[Dataset entries]

----------

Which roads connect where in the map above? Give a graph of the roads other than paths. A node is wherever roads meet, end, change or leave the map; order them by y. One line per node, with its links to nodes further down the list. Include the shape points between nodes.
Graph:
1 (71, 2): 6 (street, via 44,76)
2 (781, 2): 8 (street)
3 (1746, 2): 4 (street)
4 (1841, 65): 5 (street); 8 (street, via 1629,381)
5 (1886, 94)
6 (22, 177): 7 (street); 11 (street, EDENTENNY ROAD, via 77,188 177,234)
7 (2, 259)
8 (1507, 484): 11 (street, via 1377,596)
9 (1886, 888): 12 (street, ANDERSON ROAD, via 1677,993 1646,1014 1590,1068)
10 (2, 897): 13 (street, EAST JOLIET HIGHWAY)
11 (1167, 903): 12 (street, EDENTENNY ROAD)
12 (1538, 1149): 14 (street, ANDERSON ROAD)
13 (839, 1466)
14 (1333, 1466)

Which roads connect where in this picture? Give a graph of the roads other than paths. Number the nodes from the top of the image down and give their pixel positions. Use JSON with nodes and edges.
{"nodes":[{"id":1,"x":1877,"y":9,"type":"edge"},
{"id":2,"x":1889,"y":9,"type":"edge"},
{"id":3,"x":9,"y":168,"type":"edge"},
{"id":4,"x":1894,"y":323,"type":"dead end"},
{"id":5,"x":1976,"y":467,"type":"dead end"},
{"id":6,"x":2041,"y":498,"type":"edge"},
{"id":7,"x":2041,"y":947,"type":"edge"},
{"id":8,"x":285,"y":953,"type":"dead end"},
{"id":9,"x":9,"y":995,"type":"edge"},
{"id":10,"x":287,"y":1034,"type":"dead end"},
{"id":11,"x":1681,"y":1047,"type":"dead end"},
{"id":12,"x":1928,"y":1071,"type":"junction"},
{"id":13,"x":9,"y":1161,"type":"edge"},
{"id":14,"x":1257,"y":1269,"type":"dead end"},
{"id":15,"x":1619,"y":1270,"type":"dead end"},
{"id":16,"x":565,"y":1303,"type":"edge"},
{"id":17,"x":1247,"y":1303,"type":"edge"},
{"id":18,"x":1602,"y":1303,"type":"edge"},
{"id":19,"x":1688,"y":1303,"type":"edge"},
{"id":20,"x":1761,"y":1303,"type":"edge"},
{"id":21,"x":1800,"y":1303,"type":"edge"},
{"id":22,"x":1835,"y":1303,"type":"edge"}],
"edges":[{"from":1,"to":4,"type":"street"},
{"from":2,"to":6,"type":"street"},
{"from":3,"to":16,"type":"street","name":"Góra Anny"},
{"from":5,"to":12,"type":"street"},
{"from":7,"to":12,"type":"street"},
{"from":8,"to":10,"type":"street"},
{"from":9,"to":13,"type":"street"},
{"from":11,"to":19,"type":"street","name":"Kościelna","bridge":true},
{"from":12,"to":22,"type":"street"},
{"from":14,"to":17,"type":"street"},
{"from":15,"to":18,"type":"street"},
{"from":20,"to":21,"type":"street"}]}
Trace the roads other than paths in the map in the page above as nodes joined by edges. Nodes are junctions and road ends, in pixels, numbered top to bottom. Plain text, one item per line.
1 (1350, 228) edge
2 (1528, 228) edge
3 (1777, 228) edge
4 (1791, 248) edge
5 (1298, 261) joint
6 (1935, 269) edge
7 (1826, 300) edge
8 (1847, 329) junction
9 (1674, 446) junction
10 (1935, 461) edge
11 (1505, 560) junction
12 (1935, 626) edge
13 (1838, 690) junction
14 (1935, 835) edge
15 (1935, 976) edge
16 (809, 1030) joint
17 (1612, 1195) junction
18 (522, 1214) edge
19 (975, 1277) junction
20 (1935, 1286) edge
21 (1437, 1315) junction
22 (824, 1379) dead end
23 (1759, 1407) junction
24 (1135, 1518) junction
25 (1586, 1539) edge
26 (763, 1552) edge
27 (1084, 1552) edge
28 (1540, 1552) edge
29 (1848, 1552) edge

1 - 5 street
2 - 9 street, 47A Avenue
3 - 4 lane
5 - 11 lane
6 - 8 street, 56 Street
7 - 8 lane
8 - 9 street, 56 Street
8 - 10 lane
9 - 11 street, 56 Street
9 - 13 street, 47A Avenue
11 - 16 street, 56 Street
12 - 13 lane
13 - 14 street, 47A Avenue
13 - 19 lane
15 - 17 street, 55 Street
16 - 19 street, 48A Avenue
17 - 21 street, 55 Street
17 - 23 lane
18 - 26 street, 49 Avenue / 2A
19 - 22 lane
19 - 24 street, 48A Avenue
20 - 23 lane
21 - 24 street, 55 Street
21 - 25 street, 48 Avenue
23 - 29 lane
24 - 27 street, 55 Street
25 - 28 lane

----------

What you should do: Word for word, repeat every entry listed above.

Problem solution:
Which roads connect where in the map above? Give a graph of the roads other than paths. A node is wherever roads meet, end, change or leave the map; order them by y. One line per node, with its links to nodes further down the list. Include the shape points between nodes.
Graph:
1 (71, 2): 6 (street, via 44,76)
2 (781, 2): 8 (street)
3 (1746, 2): 4 (street)
4 (1841, 65): 5 (street); 8 (street, via 1629,381)
5 (1886, 94)
6 (22, 177): 7 (street); 11 (street, EDENTENNY ROAD, via 77,188 177,234)
7 (2, 259)
8 (1507, 484): 11 (street, via 1377,596)
9 (1886, 888): 12 (street, ANDERSON ROAD, via 1677,993 1646,1014 1590,1068)
10 (2, 897): 13 (street, EAST JOLIET HIGHWAY)
11 (1167, 903): 12 (street, EDENTENNY ROAD)
12 (1538, 1149): 14 (street, ANDERSON ROAD)
13 (839, 1466)
14 (1333, 1466)

Which roads connect where in this picture? Give a graph of the roads other than paths. Number the nodes from the top of the image down and give their pixel positions. Use JSON with nodes and edges.
{"nodes":[{"id":1,"x":1877,"y":9,"type":"edge"},
{"id":2,"x":1889,"y":9,"type":"edge"},
{"id":3,"x":9,"y":168,"type":"edge"},
{"id":4,"x":1894,"y":323,"type":"dead end"},
{"id":5,"x":1976,"y":467,"type":"dead end"},
{"id":6,"x":2041,"y":498,"type":"edge"},
{"id":7,"x":2041,"y":947,"type":"edge"},
{"id":8,"x":285,"y":953,"type":"dead end"},
{"id":9,"x":9,"y":995,"type":"edge"},
{"id":10,"x":287,"y":1034,"type":"dead end"},
{"id":11,"x":1681,"y":1047,"type":"dead end"},
{"id":12,"x":1928,"y":1071,"type":"junction"},
{"id":13,"x":9,"y":1161,"type":"edge"},
{"id":14,"x":1257,"y":1269,"type":"dead end"},
{"id":15,"x":1619,"y":1270,"type":"dead end"},
{"id":16,"x":565,"y":1303,"type":"edge"},
{"id":17,"x":1247,"y":1303,"type":"edge"},
{"id":18,"x":1602,"y":1303,"type":"edge"},
{"id":19,"x":1688,"y":1303,"type":"edge"},
{"id":20,"x":1761,"y":1303,"type":"edge"},
{"id":21,"x":1800,"y":1303,"type":"edge"},
{"id":22,"x":1835,"y":1303,"type":"edge"}],
"edges":[{"from":1,"to":4,"type":"street"},
{"from":2,"to":6,"type":"street"},
{"from":3,"to":16,"type":"street","name":"Góra Anny"},
{"from":5,"to":12,"type":"street"},
{"from":7,"to":12,"type":"street"},
{"from":8,"to":10,"type":"street"},
{"from":9,"to":13,"type":"street"},
{"from":11,"to":19,"type":"street","name":"Kościelna","bridge":true},
{"from":12,"to":22,"type":"street"},
{"from":14,"to":17,"type":"street"},
{"from":15,"to":18,"type":"street"},
{"from":20,"to":21,"type":"street"}]}
Trace the roads other than paths in the map in the page above as nodes joined by edges. Nodes are junctions and road ends, in pixels, numbered top to bottom. Plain text, one item per line.
1 (1350, 228) edge
2 (1528, 228) edge
3 (1777, 228) edge
4 (1791, 248) edge
5 (1298, 261) joint
6 (1935, 269) edge
7 (1826, 300) edge
8 (1847, 329) junction
9 (1674, 446) junction
10 (1935, 461) edge
11 (1505, 560) junction
12 (1935, 626) edge
13 (1838, 690) junction
14 (1935, 835) edge
15 (1935, 976) edge
16 (809, 1030) joint
17 (1612, 1195) junction
18 (522, 1214) edge
19 (975, 1277) junction
20 (1935, 1286) edge
21 (1437, 1315) junction
22 (824, 1379) dead end
23 (1759, 1407) junction
24 (1135, 1518) junction
25 (1586, 1539) edge
26 (763, 1552) edge
27 (1084, 1552) edge
28 (1540, 1552) edge
29 (1848, 1552) edge

1 - 5 street
2 - 9 street, 47A Avenue
3 - 4 lane
5 - 11 lane
6 - 8 street, 56 Street
7 - 8 lane
8 - 9 street, 56 Street
8 - 10 lane
9 - 11 street, 56 Street
9 - 13 street, 47A Avenue
11 - 16 street, 56 Street
12 - 13 lane
13 - 14 street, 47A Avenue
13 - 19 lane
15 - 17 street, 55 Street
16 - 19 street, 48A Avenue
17 - 21 street, 55 Street
17 - 23 lane
18 - 26 street, 49 Avenue / 2A
19 - 22 lane
19 - 24 street, 48A Avenue
20 - 23 lane
21 - 24 street, 55 Street
21 - 25 street, 48 Avenue
23 - 29 lane
24 - 27 street, 55 Street
25 - 28 lane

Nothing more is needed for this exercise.